Previous studies by, among others, the NASA/ESA Hubble Space Telescope and the Near-Infrared Integral Field Spectrometer instrument on the Gemini-North telescope called attention to the quasar’s powerful outflows, and astronomers had speculated that its host galaxy could be merging with some unseen partner. But the team was not expecting Webb’s NIRSpec data to clearly indicate that they were not just looking at one galaxy, but at least three more swirling around it. Thanks to the IFU spectra over a broad area, the motions of all this surrounding material could be mapped, resulting in the conclusion that SDSS J165202.64+172852.3 was in fact part of a dense knot of galaxy formation.

"There are few galaxy protoclusters known at this early time. It’s hard to find them, and very few have had time to form since the Big Bang,” said astronomer Dominika Wylezalek of Heidelberg University in Germany, who led the study into this quasar. “This may eventually help us understand how galaxies in dense environments evolve… It’s an exciting result.”

Using the IFU observations from NIRSpec, the team was able to confirm three galactic companions to this quasar and show how they are connected. Archive data from Hubble hints that there may be even more. Images from Hubble’s Wide Field Camera 3 had shown extended material surrounding the quasar and its galaxy, prompting its selection for this study into its outflow and the effects on its host galaxy. Now, the team suspects they could have been looking at the core of a whole cluster of galaxies – only now revealed by Webb’s crisp imaging.

"Our first look at the data quickly revealed clear signs of major interactions between the neighbouring galaxies,” shared team member Andrey Vayner of Johns Hopkins University in Baltimore, USA. “The sensitivity of the NIRSpec instrument was immediately apparent, and it was clear to me that we are in a new era of infrared spectroscopy."

The three confirmed galaxies are orbiting each other at incredibly high speeds, an indication that a great deal of mass is present. When combined with how closely they are packed into the region around this quasar, the team believes this marks one of the densest known areas of galaxy formation in the early Universe.“Even a dense knot of dark matter isn’t sufficient to explain it,” Wylezalek says. “We think we could be seeing a region where two massive halos of dark matter are merging together.”

The study conducted by Wylezalek’s team is part of Webb’s investigations into the early Universe. With its unprecedented ability to look back in time, the telescope is already being used to investigate how the first galaxies were formed and evolved, and how black holes formed and influenced the structure of the Universe. The team is planning follow-up observations into this unexpected galaxy proto-cluster, and hope to use it to understand how dense, chaotic galaxy clusters like this one form, and how it’s affected by the active, supermassive black hole at its heart.

They aim first to return to the question of galactic winds and quasar feedback. Quasars have long been suspected as the culprit of reduced star formation in their host galaxies by this feedback mechanism, but firm evidence to link the two has been difficult to come by. The present observations are just the first in a set which will study three quasars with Webb, each at different times in the past of the Universe.

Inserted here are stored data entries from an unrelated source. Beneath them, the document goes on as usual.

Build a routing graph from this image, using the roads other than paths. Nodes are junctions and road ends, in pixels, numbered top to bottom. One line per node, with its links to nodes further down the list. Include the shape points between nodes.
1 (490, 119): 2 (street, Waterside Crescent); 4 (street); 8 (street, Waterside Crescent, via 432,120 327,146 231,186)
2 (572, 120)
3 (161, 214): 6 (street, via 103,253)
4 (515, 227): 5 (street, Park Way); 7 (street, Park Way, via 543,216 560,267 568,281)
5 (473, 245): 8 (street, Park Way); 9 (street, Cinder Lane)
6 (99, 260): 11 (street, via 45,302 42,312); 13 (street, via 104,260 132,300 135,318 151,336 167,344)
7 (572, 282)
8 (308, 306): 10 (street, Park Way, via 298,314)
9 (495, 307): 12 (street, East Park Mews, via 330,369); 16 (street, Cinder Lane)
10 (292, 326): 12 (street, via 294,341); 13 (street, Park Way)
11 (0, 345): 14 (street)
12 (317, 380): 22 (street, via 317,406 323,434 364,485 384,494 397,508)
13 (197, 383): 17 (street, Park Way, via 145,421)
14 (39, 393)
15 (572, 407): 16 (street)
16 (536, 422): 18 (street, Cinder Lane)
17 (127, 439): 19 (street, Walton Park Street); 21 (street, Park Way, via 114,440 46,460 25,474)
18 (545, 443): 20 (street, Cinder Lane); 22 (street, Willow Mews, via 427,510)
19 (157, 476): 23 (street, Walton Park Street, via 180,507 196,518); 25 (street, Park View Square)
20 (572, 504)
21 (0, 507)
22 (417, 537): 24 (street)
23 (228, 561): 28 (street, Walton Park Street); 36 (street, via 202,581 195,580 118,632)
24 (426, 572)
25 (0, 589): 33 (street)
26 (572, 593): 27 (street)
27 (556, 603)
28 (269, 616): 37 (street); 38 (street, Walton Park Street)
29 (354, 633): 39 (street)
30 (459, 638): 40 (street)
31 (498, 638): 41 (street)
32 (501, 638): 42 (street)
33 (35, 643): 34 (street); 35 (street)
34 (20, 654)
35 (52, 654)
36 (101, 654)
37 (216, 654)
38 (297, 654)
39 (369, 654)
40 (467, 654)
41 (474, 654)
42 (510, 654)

“To disentangle the incredibly bright light of a distant quasar from the much dimmer host and its companions is almost impossible from the ground. Uncovering the details of the galactic winds that may produce feedback is even more challenging,” shared team member David Rupke of Rhodes College in Memphis, USA. “Now with Webb, we can already see that’s changing.”

This research was completed as part of Webb’s Early Release Science (ERS) Programs. These observations are taking place during the first 5 months of Webb science operations. The Webb observations that yielded this result were taken from the ERS program #1335.